:: EXERCISE MATERIAL

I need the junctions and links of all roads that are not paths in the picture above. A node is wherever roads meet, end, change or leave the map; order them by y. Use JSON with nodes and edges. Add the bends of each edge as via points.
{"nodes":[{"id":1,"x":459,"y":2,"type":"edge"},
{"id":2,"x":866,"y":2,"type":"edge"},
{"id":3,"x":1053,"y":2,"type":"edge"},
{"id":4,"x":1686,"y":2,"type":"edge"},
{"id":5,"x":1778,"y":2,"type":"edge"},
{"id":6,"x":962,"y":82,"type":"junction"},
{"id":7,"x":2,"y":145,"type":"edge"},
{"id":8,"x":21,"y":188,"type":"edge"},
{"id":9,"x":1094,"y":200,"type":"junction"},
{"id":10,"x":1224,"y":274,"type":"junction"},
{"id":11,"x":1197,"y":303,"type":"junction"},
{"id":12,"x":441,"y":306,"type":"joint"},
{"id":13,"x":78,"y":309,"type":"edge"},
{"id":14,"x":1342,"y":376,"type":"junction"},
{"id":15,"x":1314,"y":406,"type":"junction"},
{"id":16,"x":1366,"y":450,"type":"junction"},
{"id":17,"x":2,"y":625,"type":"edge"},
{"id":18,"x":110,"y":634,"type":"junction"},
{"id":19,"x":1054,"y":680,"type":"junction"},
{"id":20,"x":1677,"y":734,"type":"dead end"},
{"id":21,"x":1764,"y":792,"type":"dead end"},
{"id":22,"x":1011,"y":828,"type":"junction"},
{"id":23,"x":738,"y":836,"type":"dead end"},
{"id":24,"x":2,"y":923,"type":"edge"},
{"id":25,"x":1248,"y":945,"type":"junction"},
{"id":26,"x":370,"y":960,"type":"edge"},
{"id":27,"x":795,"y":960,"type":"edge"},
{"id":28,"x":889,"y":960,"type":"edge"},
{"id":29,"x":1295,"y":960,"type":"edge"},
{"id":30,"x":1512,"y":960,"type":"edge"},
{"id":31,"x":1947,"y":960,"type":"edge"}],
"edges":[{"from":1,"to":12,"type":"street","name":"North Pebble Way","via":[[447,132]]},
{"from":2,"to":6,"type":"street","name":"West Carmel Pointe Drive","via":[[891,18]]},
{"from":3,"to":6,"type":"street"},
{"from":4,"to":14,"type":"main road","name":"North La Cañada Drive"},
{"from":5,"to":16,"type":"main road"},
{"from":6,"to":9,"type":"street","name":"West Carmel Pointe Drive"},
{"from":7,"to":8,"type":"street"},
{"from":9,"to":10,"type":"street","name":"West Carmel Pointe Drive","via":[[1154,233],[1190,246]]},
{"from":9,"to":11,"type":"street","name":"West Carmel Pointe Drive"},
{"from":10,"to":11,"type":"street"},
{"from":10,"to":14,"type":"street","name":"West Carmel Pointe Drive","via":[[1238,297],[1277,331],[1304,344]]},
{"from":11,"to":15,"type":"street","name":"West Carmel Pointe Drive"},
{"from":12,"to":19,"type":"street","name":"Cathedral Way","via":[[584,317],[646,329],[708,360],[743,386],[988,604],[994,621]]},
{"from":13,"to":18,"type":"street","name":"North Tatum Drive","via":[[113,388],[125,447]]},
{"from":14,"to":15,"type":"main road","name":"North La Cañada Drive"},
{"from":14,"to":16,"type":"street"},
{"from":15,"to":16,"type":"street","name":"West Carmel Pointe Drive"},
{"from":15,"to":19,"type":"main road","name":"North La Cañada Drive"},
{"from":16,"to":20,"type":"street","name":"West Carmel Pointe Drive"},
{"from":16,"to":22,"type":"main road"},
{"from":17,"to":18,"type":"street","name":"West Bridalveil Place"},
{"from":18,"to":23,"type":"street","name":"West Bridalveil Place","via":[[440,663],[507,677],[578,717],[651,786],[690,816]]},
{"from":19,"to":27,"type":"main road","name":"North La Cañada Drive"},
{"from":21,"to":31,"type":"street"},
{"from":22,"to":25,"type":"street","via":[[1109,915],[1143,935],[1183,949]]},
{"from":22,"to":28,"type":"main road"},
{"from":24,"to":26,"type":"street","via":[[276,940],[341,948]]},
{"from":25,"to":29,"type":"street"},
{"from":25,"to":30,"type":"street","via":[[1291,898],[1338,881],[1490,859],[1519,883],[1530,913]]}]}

::::

The response should consist of every record, written out exactly as given.

**EXERCISE OUTPUT**:
I need the junctions and links of all roads that are not paths in the picture above. A node is wherever roads meet, end, change or leave the map; order them by y. Use JSON with nodes and edges. Add the bends of each edge as via points.
{"nodes":[{"id":1,"x":459,"y":2,"type":"edge"},
{"id":2,"x":866,"y":2,"type":"edge"},
{"id":3,"x":1053,"y":2,"type":"edge"},
{"id":4,"x":1686,"y":2,"type":"edge"},
{"id":5,"x":1778,"y":2,"type":"edge"},
{"id":6,"x":962,"y":82,"type":"junction"},
{"id":7,"x":2,"y":145,"type":"edge"},
{"id":8,"x":21,"y":188,"type":"edge"},
{"id":9,"x":1094,"y":200,"type":"junction"},
{"id":10,"x":1224,"y":274,"type":"junction"},
{"id":11,"x":1197,"y":303,"type":"junction"},
{"id":12,"x":441,"y":306,"type":"joint"},
{"id":13,"x":78,"y":309,"type":"edge"},
{"id":14,"x":1342,"y":376,"type":"junction"},
{"id":15,"x":1314,"y":406,"type":"junction"},
{"id":16,"x":1366,"y":450,"type":"junction"},
{"id":17,"x":2,"y":625,"type":"edge"},
{"id":18,"x":110,"y":634,"type":"junction"},
{"id":19,"x":1054,"y":680,"type":"junction"},
{"id":20,"x":1677,"y":734,"type":"dead end"},
{"id":21,"x":1764,"y":792,"type":"dead end"},
{"id":22,"x":1011,"y":828,"type":"junction"},
{"id":23,"x":738,"y":836,"type":"dead end"},
{"id":24,"x":2,"y":923,"type":"edge"},
{"id":25,"x":1248,"y":945,"type":"junction"},
{"id":26,"x":370,"y":960,"type":"edge"},
{"id":27,"x":795,"y":960,"type":"edge"},
{"id":28,"x":889,"y":960,"type":"edge"},
{"id":29,"x":1295,"y":960,"type":"edge"},
{"id":30,"x":1512,"y":960,"type":"edge"},
{"id":31,"x":1947,"y":960,"type":"edge"}],
"edges":[{"from":1,"to":12,"type":"street","name":"North Pebble Way","via":[[447,132]]},
{"from":2,"to":6,"type":"street","name":"West Carmel Pointe Drive","via":[[891,18]]},
{"from":3,"to":6,"type":"street"},
{"from":4,"to":14,"type":"main road","name":"North La Cañada Drive"},
{"from":5,"to":16,"type":"main road"},
{"from":6,"to":9,"type":"street","name":"West Carmel Pointe Drive"},
{"from":7,"to":8,"type":"street"},
{"from":9,"to":10,"type":"street","name":"West Carmel Pointe Drive","via":[[1154,233],[1190,246]]},
{"from":9,"to":11,"type":"street","name":"West Carmel Pointe Drive"},
{"from":10,"to":11,"type":"street"},
{"from":10,"to":14,"type":"street","name":"West Carmel Pointe Drive","via":[[1238,297],[1277,331],[1304,344]]},
{"from":11,"to":15,"type":"street","name":"West Carmel Pointe Drive"},
{"from":12,"to":19,"type":"street","name":"Cathedral Way","via":[[584,317],[646,329],[708,360],[743,386],[988,604],[994,621]]},
{"from":13,"to":18,"type":"street","name":"North Tatum Drive","via":[[113,388],[125,447]]},
{"from":14,"to":15,"type":"main road","name":"North La Cañada Drive"},
{"from":14,"to":16,"type":"street"},
{"from":15,"to":16,"type":"street","name":"West Carmel Pointe Drive"},
{"from":15,"to":19,"type":"main road","name":"North La Cañada Drive"},
{"from":16,"to":20,"type":"street","name":"West Carmel Pointe Drive"},
{"from":16,"to":22,"type":"main road"},
{"from":17,"to":18,"type":"street","name":"West Bridalveil Place"},
{"from":18,"to":23,"type":"street","name":"West Bridalveil Place","via":[[440,663],[507,677],[578,717],[651,786],[690,816]]},
{"from":19,"to":27,"type":"main road","name":"North La Cañada Drive"},
{"from":21,"to":31,"type":"street"},
{"from":22,"to":25,"type":"street","via":[[1109,915],[1143,935],[1183,949]]},
{"from":22,"to":28,"type":"main road"},
{"from":24,"to":26,"type":"street","via":[[276,940],[341,948]]},
{"from":25,"to":29,"type":"street"},
{"from":25,"to":30,"type":"street","via":[[1291,898],[1338,881],[1490,859],[1519,883],[1530,913]]}]}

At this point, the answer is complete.